= WORK REQUEST =
From the records below, please return each line that holds the word "linecap".

= THE INPUT =
────────────────────

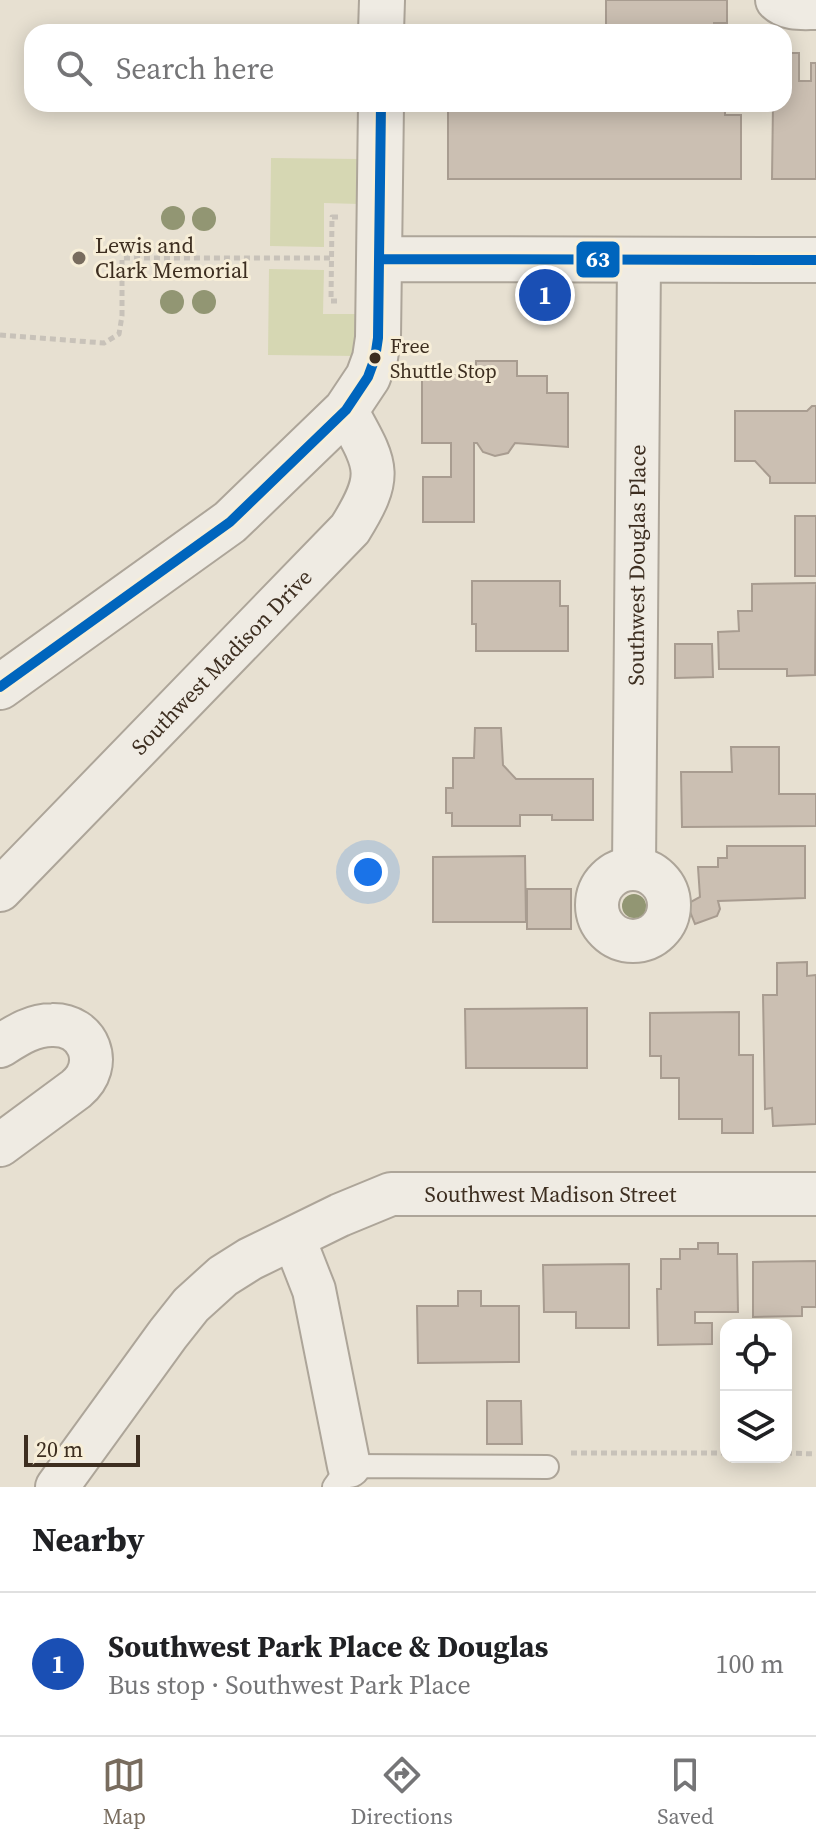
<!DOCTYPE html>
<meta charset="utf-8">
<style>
:root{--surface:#fff;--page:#f6f6f6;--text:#202124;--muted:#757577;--line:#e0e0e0;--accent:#786c5e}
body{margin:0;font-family:"Source Serif 4",serif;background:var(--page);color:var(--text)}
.controls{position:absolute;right:24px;bottom:24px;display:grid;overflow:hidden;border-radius:16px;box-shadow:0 4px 20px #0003}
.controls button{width:72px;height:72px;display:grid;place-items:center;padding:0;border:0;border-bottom:2px solid var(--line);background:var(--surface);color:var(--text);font:40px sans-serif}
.scale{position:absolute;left:24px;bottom:20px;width:116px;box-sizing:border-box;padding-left:8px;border:4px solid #3d2e20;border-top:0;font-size:22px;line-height:28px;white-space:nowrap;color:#3d2e20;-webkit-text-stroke:6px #f7eed8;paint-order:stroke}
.you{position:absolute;left:368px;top:872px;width:28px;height:28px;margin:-20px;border:6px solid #fff;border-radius:50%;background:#1a73e8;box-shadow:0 0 0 12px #1a73e833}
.badge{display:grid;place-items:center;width:52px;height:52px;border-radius:50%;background:var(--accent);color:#fff;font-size:26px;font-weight:700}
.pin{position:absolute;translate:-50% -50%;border:4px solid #fff;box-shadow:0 2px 8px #0006}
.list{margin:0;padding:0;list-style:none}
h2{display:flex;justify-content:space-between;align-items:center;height:104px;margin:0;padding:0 32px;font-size:34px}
h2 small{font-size:26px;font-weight:400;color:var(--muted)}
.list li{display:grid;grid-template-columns:52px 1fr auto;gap:24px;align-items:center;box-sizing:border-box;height:144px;padding:0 32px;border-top:2px solid var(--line)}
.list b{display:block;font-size:30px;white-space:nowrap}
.list p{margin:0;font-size:26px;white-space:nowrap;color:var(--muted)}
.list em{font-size:26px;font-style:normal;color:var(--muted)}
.icon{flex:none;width:44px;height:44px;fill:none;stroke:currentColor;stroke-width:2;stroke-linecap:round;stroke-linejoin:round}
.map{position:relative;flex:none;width:816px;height:1487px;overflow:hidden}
.search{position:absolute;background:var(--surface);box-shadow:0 4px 20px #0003;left:24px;right:24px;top:24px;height:88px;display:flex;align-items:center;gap:20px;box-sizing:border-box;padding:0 28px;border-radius:24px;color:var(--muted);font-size:30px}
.sheet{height:248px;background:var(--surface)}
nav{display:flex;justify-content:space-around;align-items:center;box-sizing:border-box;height:112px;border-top:2px solid var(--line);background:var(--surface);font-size:22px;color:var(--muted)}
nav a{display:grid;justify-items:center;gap:4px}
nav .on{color:var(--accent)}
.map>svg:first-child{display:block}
.green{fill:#d6d7b3}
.building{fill:#cbbfb2;stroke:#a89c90;stroke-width:2}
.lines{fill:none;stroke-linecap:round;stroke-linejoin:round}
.service-casing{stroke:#ada599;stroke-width:26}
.minor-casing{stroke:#ada599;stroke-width:46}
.tertiary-casing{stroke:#ada599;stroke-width:48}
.path{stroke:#c8c2b9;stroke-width:5;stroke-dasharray:6 4;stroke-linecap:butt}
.service{stroke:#efebe3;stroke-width:22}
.minor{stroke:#efebe3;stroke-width:42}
.tertiary{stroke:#efebe3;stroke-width:44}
.bus-1-casing{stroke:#f7eed8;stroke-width:16}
.bus-1{stroke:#0065bd;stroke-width:10}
.tree{fill:#929673}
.poi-dot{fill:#786c5e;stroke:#f7eed8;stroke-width:3}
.bus-dot{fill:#3d2e20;stroke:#f7eed8;stroke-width:3}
.labels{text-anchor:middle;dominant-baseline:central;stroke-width:6;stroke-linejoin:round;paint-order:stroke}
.bus-label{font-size:20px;fill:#3d2e20;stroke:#f7eed8;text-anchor:start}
.poi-label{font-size:22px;fill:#3d2e20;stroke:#f7eed8;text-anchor:start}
.street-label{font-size:22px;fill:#3d2e20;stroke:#f7eed8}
.line-badge{stroke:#f7eed8;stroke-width:3}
.badge-label{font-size:22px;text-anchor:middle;font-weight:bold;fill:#fff}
</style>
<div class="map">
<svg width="816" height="1487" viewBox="0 0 816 1487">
<rect width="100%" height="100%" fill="#e7e0d1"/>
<!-- green -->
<path class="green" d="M271,158l88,1v45l-35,-1v44l-54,-1z
M269,269l55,1 -1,44h34v42l-89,-1z"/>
<!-- building -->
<path class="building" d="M606,0h121v23h-13v9h-108z
M784,53h15v28h12v-18h5v116h-44l1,-75h11z
M448,104h277v11h16v64h-293z
M476,361h41v15h30v17h21v54l-53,-4 -7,10 -13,3 -12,-4 -6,-9h-3v79h-51v-45h28v-34h-29v-68h54z
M812,406h4v77h-46v-6l-15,-16h-20v-50h72z
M795,516h21v60h-21z
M472,581h88v25h8v45h-92v-27h-4z
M816,583l-1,92 -28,1v-7h-68l-1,-37 21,-1 -1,-20h14v-27z
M675,644h37l1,33 -38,1z
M475,728h26l2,37 13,14h77v41h-41v-5h-32v11h-68v-13h-6v-25h7v-30h21z
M731,747h48v47h37v32l-134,1 -1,-55h51z
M727,846h78v52l-87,3 2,8 -3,7 -22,8 -8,-20 13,-7 -2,-30h20v-9h9z
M525,856l1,66h-93v-65z
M527,889h44v40h-44z
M807,962v14l9,-1v149l-43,2 -1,-18 -7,1 -2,-114h14v-32z
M587,1008v60h-121l-1,-59z
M739,1012v43h14v78h-31v-14h-43v-41h-18v-22h-11v-43z
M698,1243h20v11h19l1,58h-43v11h17v21l-54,1 -1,-56h4v-30h19v-10h18z
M816,1261v46h-14v9l-49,1v-55z
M629,1264v64h-53v-16h-32l-1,-47z
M458,1291h23v15h38v56l-101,1 -1,-57h41z
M487,1401h34l1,43h-35z"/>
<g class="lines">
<!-- service casing -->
<g class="service-casing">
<path id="service" d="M334,1487l15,-21 198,1"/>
</g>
<!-- minor casing -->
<g class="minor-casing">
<g id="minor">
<path d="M777,0c10,10 26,8 39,8"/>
<path id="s1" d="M634,869l5,-610"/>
<circle cx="633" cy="905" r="36"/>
<path id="s2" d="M0,890l350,-361c35,-56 26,-64 -4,-119"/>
<path d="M0,1046c16,-10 32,-21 52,-21 37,-1 53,40 24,64l-76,56"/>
<path d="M294,1239l20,51 35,176"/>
<path id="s3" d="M57,1487l111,-153 23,-29 32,-29 27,-17 90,-44 51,-21h425"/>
</g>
</g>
<!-- tertiary casing -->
<g class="tertiary-casing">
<path id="tertiary" d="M381,32l1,-32
M380,259l436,1
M0,687l230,-165 116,-112 22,-33 7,-19 3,-20 3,-234"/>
</g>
<!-- path -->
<path class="path" d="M337,301h-6l1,-84h7
M0,335l104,8 15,-9 3,-18v-58h210
M571,1453h155
M786,1453l30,1"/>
<!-- service -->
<use href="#service" class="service"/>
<!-- minor -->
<use href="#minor" class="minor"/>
<!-- tertiary -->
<use href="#tertiary" class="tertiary"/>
<!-- bus-1 casing -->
<g class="bus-1-casing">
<path id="bus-1" d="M380,259l436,1
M0,687l230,-165 116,-112 22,-33 7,-19 3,-20 3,-234"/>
</g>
<!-- bus-1 -->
<use href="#bus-1" class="bus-1"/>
</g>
<!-- trees -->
<g class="tree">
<circle cx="173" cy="218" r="12"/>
<circle cx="204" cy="219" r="12"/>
<circle cx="172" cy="302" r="12"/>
<circle cx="204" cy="302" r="12"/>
<circle cx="634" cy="906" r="12"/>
</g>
<!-- markers -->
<circle class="poi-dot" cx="79" cy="258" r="8"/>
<circle class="bus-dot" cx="375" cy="358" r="7"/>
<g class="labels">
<!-- bus labels -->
<g class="bus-label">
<text x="390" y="346">Free<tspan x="390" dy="25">Shuttle Stop</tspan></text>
</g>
<!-- poi labels -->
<g class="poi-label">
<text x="95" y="245">Lewis and<tspan x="95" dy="25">Clark Memorial</tspan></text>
</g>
<!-- street labels -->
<g class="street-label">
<text stroke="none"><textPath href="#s1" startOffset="304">Southwest Douglas Place</textPath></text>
<text stroke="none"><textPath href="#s2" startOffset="318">Southwest Madison Drive</textPath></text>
<text stroke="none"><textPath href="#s3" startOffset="616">Southwest Madison Street</textPath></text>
</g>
</g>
<rect class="line-badge" x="575" y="240" width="46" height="39" rx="8" fill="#0065bd"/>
<g class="badge-label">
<text x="598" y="267">63</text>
</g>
</svg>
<div class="controls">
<button><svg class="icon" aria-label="locate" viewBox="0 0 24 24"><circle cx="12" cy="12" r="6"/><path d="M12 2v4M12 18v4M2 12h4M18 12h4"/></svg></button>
<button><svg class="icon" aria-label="layers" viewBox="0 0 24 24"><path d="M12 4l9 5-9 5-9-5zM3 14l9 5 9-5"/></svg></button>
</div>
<div class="scale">20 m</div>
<div class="you"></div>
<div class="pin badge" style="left:545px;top:295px;background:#1a4fb4">1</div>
<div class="search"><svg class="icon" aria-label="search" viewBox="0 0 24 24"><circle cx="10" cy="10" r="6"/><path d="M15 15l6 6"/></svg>Search here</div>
</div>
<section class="sheet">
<h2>Nearby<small></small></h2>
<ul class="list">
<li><span class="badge" style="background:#1a4fb4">1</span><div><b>Southwest Park Place &amp; Douglas</b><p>Bus stop · Southwest Park Place</p></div><em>100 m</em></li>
</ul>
</section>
<nav>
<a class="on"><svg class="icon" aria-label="map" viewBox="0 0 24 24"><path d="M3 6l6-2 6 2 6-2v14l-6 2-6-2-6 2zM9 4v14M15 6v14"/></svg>Map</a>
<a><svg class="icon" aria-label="directions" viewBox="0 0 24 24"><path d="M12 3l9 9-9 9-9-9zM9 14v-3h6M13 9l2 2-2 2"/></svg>Directions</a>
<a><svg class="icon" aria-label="saved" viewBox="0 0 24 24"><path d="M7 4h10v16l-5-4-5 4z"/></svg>Saved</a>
</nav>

────────────────────

= EXPECTED ANSWER =
.icon{flex:none;width:44px;height:44px;fill:none;stroke:currentColor;stroke-width:2;stroke-linecap:round;stroke-linejoin:round}
.lines{fill:none;stroke-linecap:round;stroke-linejoin:round}
.path{stroke:#c8c2b9;stroke-width:5;stroke-dasharray:6 4;stroke-linecap:butt}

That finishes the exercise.